Moulin Rouge Chanson-Along
Get it? Chanson-along? It's like "sing-along," but en français! Well, sort of! Halfway! Good times, good times, though, that's for sure! It's always good times with Moulin Rouge, especially when we get to chanson along! Hey, that reminds me, who else wants to chew on some razor blades? These ones are kinda rusty, but they should do fine. I got some Drano we can wash 'em down with, too! Good times. Good times! Bagdad Theater.

Never Let Me Go
Mark Romanek's adaptation of Kazuo Ishiguro's low-key sci-fi novel lends a chilly creepiness to its setting, a boarding school where clones (including Carey Mulligan, Keira Knightley, and Andrew Garfield) are raised and harvested for their organs. But the film doesn't know how to deal with the basic interiority of its most crucial themes. The amount of time the children spend at their boarding school, growing indoctrinated with and accustomed to the purpose of their existence, is given short shrift, and as a result a key concept—how horrific circumstances can come to seem perfectly normal—is jostled to the side by the bigger question of why the hell these attractive, healthy teenagers don't just run away. ALISON HALLETT Fox Tower 10.

Nowhere Boy
See review this issue. Various Theaters.

The Peasant and the Priest
A film that "tells the story of two Italian men in their 80s whose ways of life have survived from medieval Italy to the present." Director in attendance; screens as part of the Northwest Film Center's Voices in Action: Human Rights on Film series. Northwest Film Center's Whitsell Auditorium.

Pushing the Elephant
An "intimate family drama set against the backdrop of the 1998 conflict in the Democratic Republic of Congo." Screens as part of the Northwest Film Center's Voices in Action: Human Rights on Film series.
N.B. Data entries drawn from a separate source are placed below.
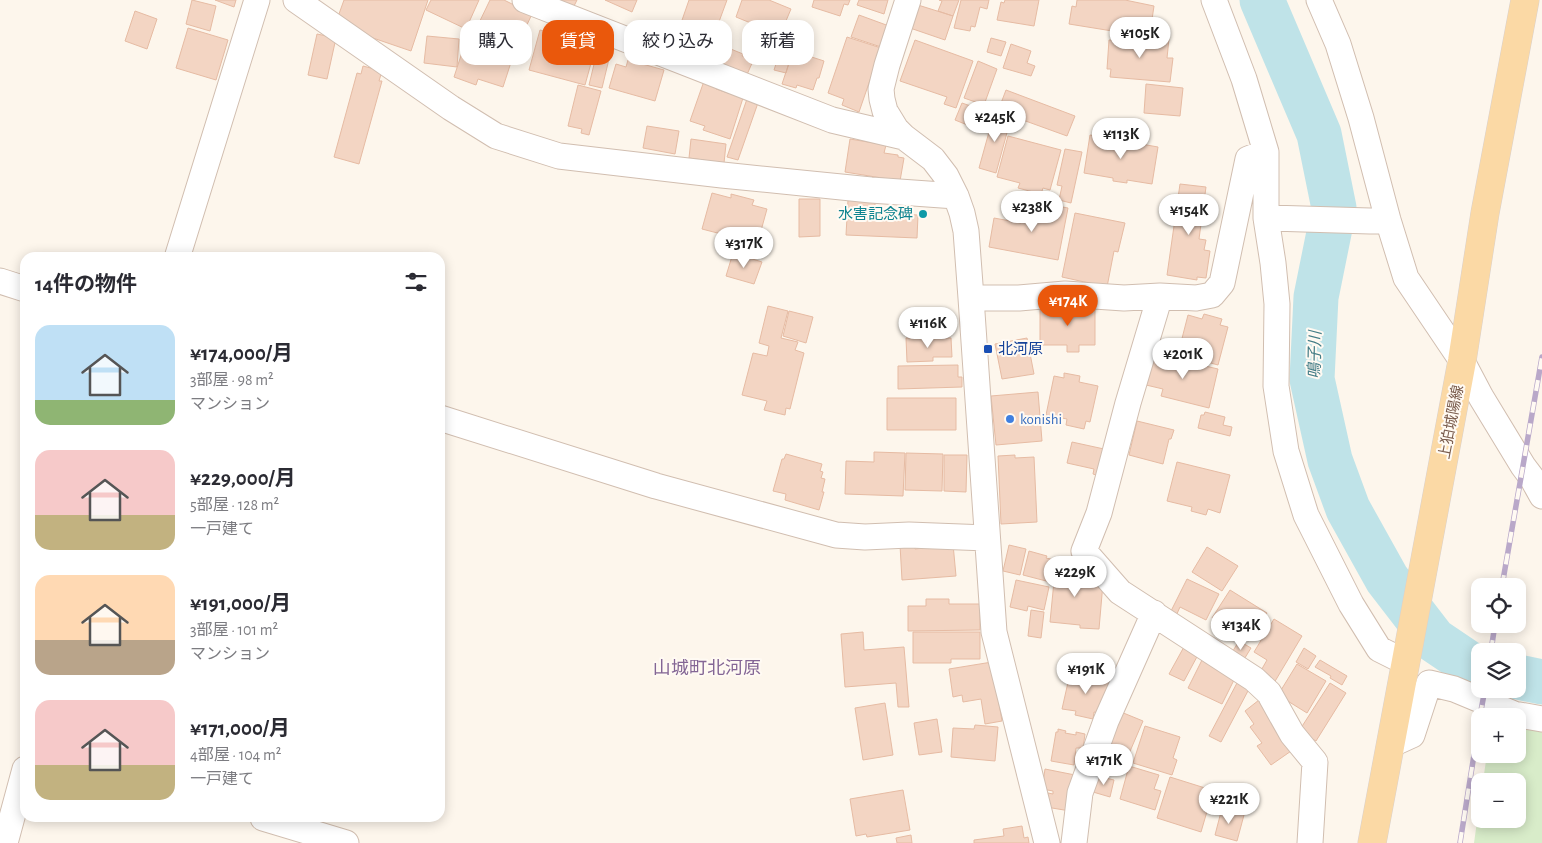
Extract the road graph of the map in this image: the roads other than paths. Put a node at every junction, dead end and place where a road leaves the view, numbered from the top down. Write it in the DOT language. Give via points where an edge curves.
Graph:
graph roads {
  1 [pos="257,0"];
  2 [pos="296,0"];
  3 [pos="525,0"];
  4 [pos="908,0"];
  5 [pos="1214,0"];
  6 [pos="1319,0"];
  7 [pos="1525,0"];
  8 [pos="904,137"];
  9 [pos="1266,152"];
  10 [pos="956,196"];
  11 [pos="1274,218"];
  12 [pos="1379,220"];
  13 [pos="180,252"];
  14 [pos="0,281"];
  15 [pos="20,287"];
  16 [pos="1160,296"];
  17 [pos="971,298"];
  18 [pos="1462,360"];
  19 [pos="445,420"];
  20 [pos="1542,496"];
  21 [pos="987,538"];
  22 [pos="1154,613"];
  23 [pos="1405,662"];
  24 [pos="1542,719"];
  25 [pos="1390,745"];
  26 [pos="20,788"];
  27 [pos="276,822"];
  28 [pos="5,843"];
  29 [pos="346,843"];
  30 [pos="1047,843"];
  31 [pos="1074,843"];
  32 [pos="1310,843"];
  33 [pos="1372,843"];
  1 -- 13 [label="street"];
  2 -- 10 [label="street" via="496,136 559,156 731,176"];
  3 -- 8 [label="street" via="832,120"];
  4 -- 8 [label="street" via="881,88 885,111"];
  5 -- 9 [label="street"];
  6 -- 12 [label="street" via="1338,44 1361,118"];
  7 -- 18 [label="main road, 上狛城陽線" via="1485,213"];
  8 -- 10 [label="street" via="933,159"];
  9 -- 11 [label="street"];
  9 -- 16 [label="street" via="1248,160 1222,283 1212,295 1196,298"];
  10 -- 17 [label="street" via="966,232"];
  11 -- 12 [label="street"];
  11 -- 23 [label="street" via="1276,386 1286,451 1306,515 1351,604 1379,649"];
  12 -- 18 [label="street" via="1406,278"];
  14 -- 15 [label="street"];
  16 -- 17 [label="street" via="1124,298 1064,294"];
  16 -- 22 [label="street" via="1099,513 1084,551 1120,592"];
  17 -- 21 [label="street"];
  18 -- 20 [label="street"];
  18 -- 23 [label="main road, 上狛城陽線"];
  19 -- 21 [label="street" via="656,486 836,535"];
  21 -- 30 [label="street" via="994,632"];
  22 -- 31 [label="street" via="1106,721 1080,793"];
  22 -- 32 [label="street" via="1269,693 1292,734 1314,762"];
  23 -- 25 [label="main road, 上狛城陽線"];
  24 -- 25 [label="street" via="1514,714 1429,683 1412,735"];
  25 -- 33 [label="main road, 上狛城陽線"];
  26 -- 28 [label="street"];
  27 -- 29 [label="street"];
}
Northwest Film Center's Whitsell Auditorium.

Red
See review this issue. Various Theaters.

Stone
See review this issue. Fox Tower 10.

Suck My Flick
A night of homemade short films. More info: portlandfilm.org. Curious Comedy Theater.

Whiskey with Vodka
Andreas Dresden's "film within a film" is advertised as a "spirited, knowingly old-school celebration of thespian eccentricity and the volatile chemistry of moviemaking." Northwest Film Center's Whitsell Auditorium.

You Will Meet A Tall Dark Stranger
See review this issue. Fox Tower 10.